• **PROBLEM DETAILS**: Each line of the entries below that includes "Edmund" belongs in your answer.

[Saved data entries]

--------------------------------------------------

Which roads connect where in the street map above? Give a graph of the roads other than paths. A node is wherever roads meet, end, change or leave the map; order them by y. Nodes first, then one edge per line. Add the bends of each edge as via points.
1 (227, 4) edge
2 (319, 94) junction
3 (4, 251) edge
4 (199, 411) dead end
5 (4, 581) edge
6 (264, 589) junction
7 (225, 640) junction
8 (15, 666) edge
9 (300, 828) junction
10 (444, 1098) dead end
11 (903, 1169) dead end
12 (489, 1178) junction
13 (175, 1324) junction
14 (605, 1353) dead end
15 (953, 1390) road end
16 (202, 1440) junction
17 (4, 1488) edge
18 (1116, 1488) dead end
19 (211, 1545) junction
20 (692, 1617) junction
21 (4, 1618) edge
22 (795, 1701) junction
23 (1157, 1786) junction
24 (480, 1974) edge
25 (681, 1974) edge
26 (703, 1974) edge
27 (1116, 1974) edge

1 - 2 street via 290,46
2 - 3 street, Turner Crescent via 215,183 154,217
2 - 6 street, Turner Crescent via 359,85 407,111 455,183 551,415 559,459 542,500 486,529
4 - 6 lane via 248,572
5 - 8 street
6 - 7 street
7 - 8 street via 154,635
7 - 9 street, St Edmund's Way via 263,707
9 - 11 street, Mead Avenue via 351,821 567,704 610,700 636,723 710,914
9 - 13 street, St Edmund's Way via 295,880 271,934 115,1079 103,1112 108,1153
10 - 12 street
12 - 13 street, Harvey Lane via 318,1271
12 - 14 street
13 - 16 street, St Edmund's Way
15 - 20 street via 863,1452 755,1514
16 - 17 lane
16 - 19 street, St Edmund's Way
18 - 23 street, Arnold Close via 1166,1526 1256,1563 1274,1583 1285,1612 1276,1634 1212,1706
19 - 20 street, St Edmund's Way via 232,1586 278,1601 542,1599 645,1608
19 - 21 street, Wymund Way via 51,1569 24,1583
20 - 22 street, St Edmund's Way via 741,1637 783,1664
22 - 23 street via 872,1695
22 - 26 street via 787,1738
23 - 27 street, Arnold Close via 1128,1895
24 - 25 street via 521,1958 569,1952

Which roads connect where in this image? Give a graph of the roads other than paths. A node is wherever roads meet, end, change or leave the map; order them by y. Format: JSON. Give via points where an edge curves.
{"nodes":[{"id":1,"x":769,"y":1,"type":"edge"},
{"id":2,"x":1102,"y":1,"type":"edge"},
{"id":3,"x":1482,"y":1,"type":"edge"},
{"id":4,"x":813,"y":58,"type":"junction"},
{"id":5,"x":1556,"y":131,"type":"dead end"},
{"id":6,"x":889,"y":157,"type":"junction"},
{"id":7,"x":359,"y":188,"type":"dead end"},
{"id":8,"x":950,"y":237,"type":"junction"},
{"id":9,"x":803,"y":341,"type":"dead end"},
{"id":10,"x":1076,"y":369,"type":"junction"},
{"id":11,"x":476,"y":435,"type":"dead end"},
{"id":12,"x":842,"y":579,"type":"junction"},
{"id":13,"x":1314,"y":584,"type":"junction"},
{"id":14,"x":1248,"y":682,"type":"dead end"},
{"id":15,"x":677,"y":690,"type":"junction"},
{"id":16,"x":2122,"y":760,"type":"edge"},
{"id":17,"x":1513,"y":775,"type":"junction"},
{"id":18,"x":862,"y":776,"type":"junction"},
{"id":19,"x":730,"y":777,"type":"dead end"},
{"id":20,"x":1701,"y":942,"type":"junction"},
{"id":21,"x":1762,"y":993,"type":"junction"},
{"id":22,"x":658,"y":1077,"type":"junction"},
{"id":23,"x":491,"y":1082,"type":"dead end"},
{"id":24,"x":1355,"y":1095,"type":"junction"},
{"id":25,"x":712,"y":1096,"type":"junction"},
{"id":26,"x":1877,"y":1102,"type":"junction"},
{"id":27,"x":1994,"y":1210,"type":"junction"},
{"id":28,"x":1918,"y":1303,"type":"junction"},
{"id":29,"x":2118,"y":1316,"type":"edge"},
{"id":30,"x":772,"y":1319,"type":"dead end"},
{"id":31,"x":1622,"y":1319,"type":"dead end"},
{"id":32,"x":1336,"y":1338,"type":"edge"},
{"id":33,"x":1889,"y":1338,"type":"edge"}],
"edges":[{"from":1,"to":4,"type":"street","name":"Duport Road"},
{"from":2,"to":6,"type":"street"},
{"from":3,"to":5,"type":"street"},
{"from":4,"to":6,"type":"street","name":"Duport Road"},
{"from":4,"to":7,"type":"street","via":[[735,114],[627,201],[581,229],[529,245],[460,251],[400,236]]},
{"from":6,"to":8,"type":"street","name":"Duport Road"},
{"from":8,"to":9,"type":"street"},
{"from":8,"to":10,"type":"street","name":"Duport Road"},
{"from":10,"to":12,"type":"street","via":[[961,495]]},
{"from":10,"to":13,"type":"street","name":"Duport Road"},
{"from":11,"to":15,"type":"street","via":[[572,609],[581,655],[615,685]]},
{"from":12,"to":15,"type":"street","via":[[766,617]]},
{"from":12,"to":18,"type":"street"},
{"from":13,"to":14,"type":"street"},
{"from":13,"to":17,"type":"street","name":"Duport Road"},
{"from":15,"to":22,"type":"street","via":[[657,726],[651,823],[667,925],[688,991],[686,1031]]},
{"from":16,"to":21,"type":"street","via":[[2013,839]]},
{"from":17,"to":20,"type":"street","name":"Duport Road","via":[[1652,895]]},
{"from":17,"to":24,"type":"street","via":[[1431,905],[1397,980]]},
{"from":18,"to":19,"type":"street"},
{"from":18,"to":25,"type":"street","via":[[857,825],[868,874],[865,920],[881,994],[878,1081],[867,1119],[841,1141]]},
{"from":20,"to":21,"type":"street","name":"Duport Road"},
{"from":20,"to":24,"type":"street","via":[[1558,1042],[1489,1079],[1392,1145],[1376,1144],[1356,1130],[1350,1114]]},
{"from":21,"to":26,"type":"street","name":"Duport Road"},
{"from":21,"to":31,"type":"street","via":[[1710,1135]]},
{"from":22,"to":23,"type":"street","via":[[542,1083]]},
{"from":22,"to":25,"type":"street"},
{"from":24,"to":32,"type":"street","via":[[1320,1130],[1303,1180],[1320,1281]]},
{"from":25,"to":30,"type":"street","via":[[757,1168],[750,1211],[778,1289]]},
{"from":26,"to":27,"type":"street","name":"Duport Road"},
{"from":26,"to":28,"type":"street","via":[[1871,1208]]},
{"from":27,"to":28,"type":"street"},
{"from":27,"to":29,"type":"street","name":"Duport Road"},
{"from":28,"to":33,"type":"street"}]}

--------------------------------------------------

• **REPLY**:
7 - 9 street, St Edmund's Way via 263,707
9 - 13 street, St Edmund's Way via 295,880 271,934 115,1079 103,1112 108,1153
13 - 16 street, St Edmund's Way
16 - 19 street, St Edmund's Way
19 - 20 street, St Edmund's Way via 232,1586 278,1601 542,1599 645,1608
20 - 22 street, St Edmund's Way via 741,1637 783,1664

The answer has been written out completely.